The NYT reports on canvas and plywood tent cities being constructed in Mississippi. Frankly, they don't sound that overly bad:
The tents, built by the Navy Seabees at a cost of $1 million, can be heated and cooled, and have plywood floors and walls that create an 18-by-32-foot wooden box inside the exterior fabric. They are set up in long, straight rows and distinguished only by alphanumeric addresses painted on their exteriors.
Free meals, financed by the federal government, are served in a giant white tent. And in Pass Christian, there is a community center with carpeting, comfortable couches, a couple of televisions, and a collection of donated books and toys. The toilets are portable, without running water, and are lined up near a tractor-trailer that serves as a shower house.

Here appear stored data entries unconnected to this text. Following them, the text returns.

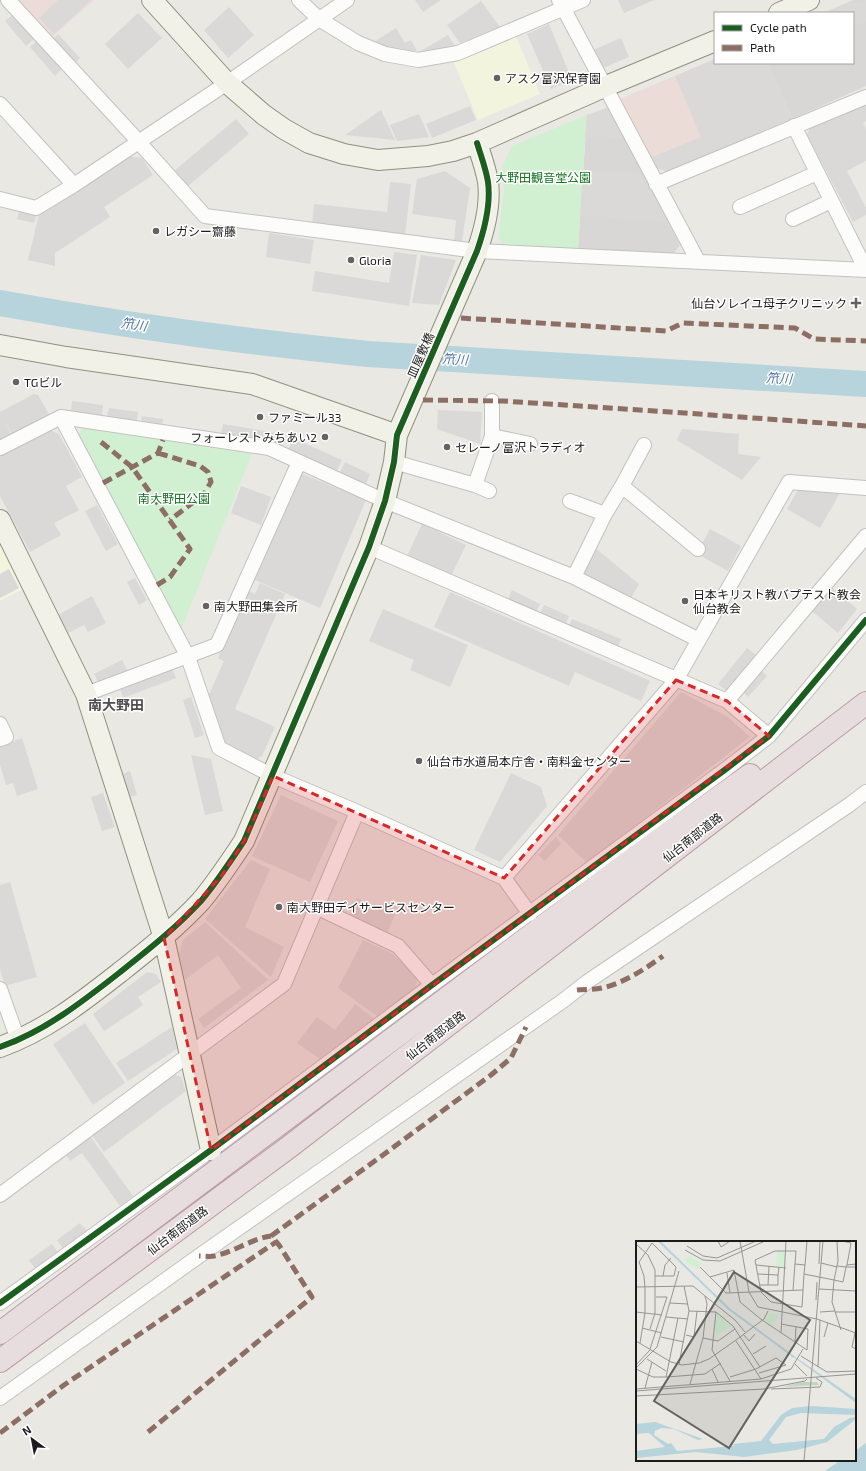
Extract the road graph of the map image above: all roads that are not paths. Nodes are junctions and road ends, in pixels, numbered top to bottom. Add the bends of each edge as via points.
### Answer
1 (8, 0) edge
2 (152, 0) edge
3 (299, 0) edge
4 (347, 0) edge
5 (583, 0) edge
6 (809, 0) edge
7 (561, 4) edge
8 (781, 12) edge
9 (319, 19) junction
10 (714, 42) edge
11 (227, 83) junction
12 (604, 87) junction
13 (866, 97) edge
14 (2, 111) edge
15 (794, 126) junction
16 (139, 142) junction
17 (477, 143) junction
18 (817, 173) junction
19 (656, 184) junction
20 (74, 185) junction
21 (0, 199) edge
22 (831, 201) junction
23 (740, 207) dead end
24 (794, 219) dead end
25 (477, 252) junction
26 (698, 261) junction
27 (866, 270) edge
28 (0, 345) edge
29 (492, 401) dead end
30 (61, 417) junction
31 (397, 435) junction
32 (492, 436) junction
33 (530, 444) dead end
34 (644, 445) dead end
35 (0, 448) edge
36 (300, 462) junction
37 (394, 462) junction
38 (475, 485) junction
39 (622, 486) junction
40 (866, 488) edge
41 (489, 491) dead end
42 (385, 500) junction
43 (570, 501) dead end
44 (605, 514) junction
45 (0, 520) edge
46 (866, 536) edge
47 (369, 547) junction
48 (698, 549) dead end
49 (574, 577) junction
50 (866, 620) edge
51 (699, 640) junction
52 (188, 656) junction
53 (676, 680) junction
54 (866, 691) edge
55 (86, 694) junction
56 (728, 701) junction
57 (866, 703) edge
58 (0, 724) edge
59 (768, 736) junction
60 (0, 739) edge
61 (273, 776) junction
62 (866, 792) edge
63 (357, 812) junction
64 (504, 878) junction
65 (316, 907) junction
66 (530, 914) junction
67 (164, 938) junction
68 (432, 985) junction
69 (0, 989) edge
70 (9, 1044) edge
71 (190, 1054) junction
72 (211, 1150) junction
73 (0, 1195) edge
74 (0, 1303) edge
75 (0, 1333) edge
76 (0, 1361) edge
77 (0, 1398) edge

1 - 16 street
2 - 11 street
3 - 9 street
4 - 9 street
5 - 7 street
6 - 8 street
7 - 9 street via 458,53 418,60 385,54 358,43
7 - 12 street
9 - 11 street
10 - 12 street
11 - 16 street
11 - 17 street via 284,129 309,143 344,154 378,160 428,156
12 - 17 street
12 - 19 street
13 - 15 street
14 - 20 street
15 - 18 street
15 - 19 street
16 - 20 street
16 - 25 street via 205,216
17 - 25 street, 皿屋敷橋 via 488,184 484,231
18 - 22 street
18 - 23 street
19 - 26 street
20 - 21 street via 36,208
22 - 24 street
22 - 27 street
25 - 26 street
25 - 31 street, 皿屋敷橋
26 - 27 street
28 - 31 street via 252,384
29 - 32 street
30 - 35 street
30 - 36 street via 269,448
30 - 52 street
31 - 37 street, 皿屋敷橋
32 - 33 street
32 - 38 street
34 - 39 street
36 - 42 street
36 - 52 street via 217,645
37 - 38 street
37 - 42 street, 皿屋敷橋
38 - 41 street
39 - 44 street
39 - 48 street
40 - 51 street via 789,482
42 - 47 street, 皿屋敷橋
42 - 49 street
43 - 44 street
44 - 49 street
45 - 55 street
46 - 56 street
47 - 53 street
47 - 61 street, 皿屋敷橋
49 - 51 street
50 - 59 street
51 - 53 street
52 - 55 street
52 - 61 street via 219,748
53 - 56 street
53 - 64 street
54 - 75 highway, 仙台南部道路 via 637,856
55 - 67 street
56 - 59 street
57 - 76 highway, 仙台南部道路 via 289,1147
58 - 60 street via 6,737
59 - 66 street
61 - 63 street
61 - 67 street, 皿屋敷橋 via 244,841 222,875
62 - 77 street via 587,982
63 - 64 street
63 - 65 street
64 - 66 street
65 - 68 street via 398,946
65 - 71 street via 284,984
66 - 68 street
67 - 70 street, 皿屋敷橋 via 91,995 44,1027
67 - 71 street
68 - 72 street
69 - 70 street
71 - 72 street
71 - 73 street
72 - 74 street

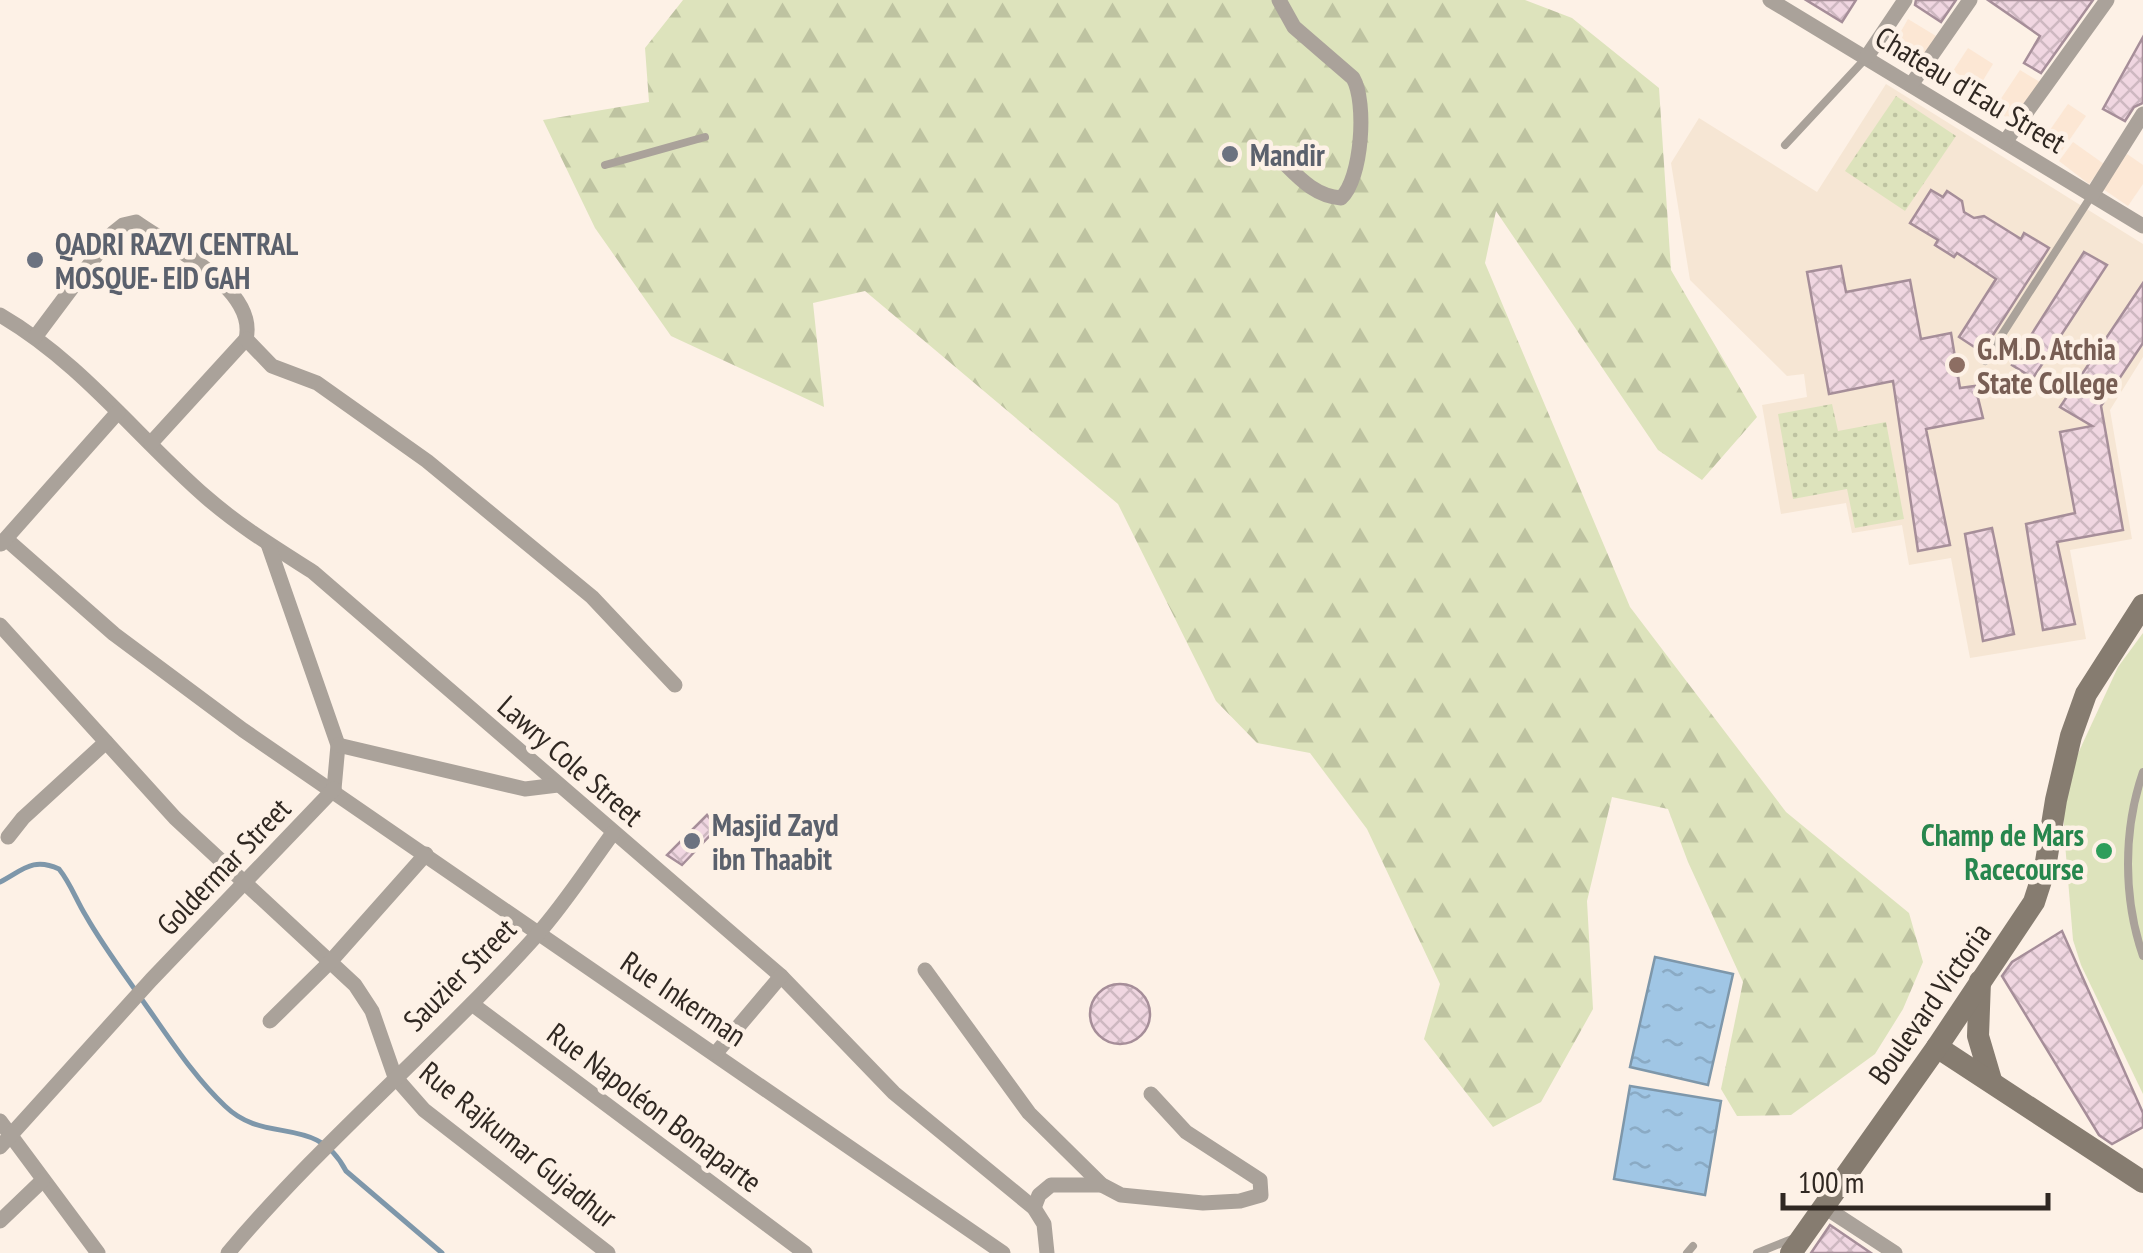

And, in case the NYT ever says something along the lines of there being jobs that Americans won't do:
At the Long Beach tent city, five miles east of Pass Christian, the entire inventory of Robert Stover's possessions consists of a mattress on the floor, a Bible, a few donated books and a plastic bucket that he turns upside down and tops with a small pillow to create a chair.
Desperate for work, Mr. Stover, 45, a former plumber at an area hospital, found a job at a cigarette distribution warehouse. But it is in Gulfport, miles away, and he has no car, so he spends three hours each day walking to work. When it rains, his protective gear is two trash bags: one covering his body, the other wrapped around his head.